◆ **Problem requirements**: Below are records; copy every line in them that holds the word "Mulungushi".

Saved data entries
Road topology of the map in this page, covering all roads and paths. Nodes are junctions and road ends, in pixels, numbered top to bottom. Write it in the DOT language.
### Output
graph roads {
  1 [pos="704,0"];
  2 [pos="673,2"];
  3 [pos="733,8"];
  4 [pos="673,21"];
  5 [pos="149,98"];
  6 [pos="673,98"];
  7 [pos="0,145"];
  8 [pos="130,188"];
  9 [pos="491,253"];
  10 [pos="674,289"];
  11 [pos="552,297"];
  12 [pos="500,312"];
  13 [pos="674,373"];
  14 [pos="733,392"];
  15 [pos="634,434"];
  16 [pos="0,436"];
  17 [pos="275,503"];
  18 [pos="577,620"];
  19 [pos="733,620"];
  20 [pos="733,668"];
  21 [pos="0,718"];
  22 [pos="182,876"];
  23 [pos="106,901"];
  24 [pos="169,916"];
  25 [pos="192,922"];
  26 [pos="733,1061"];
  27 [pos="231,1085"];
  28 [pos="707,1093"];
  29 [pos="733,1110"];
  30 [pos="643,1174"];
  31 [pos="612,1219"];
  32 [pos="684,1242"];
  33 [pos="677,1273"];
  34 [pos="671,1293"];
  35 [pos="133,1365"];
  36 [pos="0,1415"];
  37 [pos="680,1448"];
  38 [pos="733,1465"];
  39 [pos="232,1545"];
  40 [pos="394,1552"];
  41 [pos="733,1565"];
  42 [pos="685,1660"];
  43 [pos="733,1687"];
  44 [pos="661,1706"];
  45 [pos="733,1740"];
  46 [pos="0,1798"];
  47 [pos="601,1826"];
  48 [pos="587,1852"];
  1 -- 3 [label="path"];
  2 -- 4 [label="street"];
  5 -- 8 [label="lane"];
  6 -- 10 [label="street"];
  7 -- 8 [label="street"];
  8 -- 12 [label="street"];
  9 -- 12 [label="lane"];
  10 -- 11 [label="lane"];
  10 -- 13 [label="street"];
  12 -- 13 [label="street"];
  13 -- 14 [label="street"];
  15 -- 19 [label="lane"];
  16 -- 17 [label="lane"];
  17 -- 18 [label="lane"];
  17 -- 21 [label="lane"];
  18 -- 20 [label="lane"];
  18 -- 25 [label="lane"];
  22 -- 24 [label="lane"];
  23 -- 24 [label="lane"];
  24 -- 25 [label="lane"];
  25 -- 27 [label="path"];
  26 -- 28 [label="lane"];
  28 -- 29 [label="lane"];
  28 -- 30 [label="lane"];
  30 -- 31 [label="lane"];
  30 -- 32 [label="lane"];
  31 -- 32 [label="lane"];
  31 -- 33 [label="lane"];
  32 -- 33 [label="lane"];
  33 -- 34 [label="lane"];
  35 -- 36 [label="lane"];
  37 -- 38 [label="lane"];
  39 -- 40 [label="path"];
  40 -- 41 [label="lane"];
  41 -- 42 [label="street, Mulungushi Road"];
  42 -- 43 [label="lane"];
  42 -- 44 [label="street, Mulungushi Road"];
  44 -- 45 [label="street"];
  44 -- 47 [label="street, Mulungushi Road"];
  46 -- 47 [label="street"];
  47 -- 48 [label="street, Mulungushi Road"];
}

◆ **Answer box**:
  41 -- 42 [label="street, Mulungushi Road"];
  42 -- 44 [label="street, Mulungushi Road"];
  44 -- 47 [label="street, Mulungushi Road"];
  47 -- 48 [label="street, Mulungushi Road"];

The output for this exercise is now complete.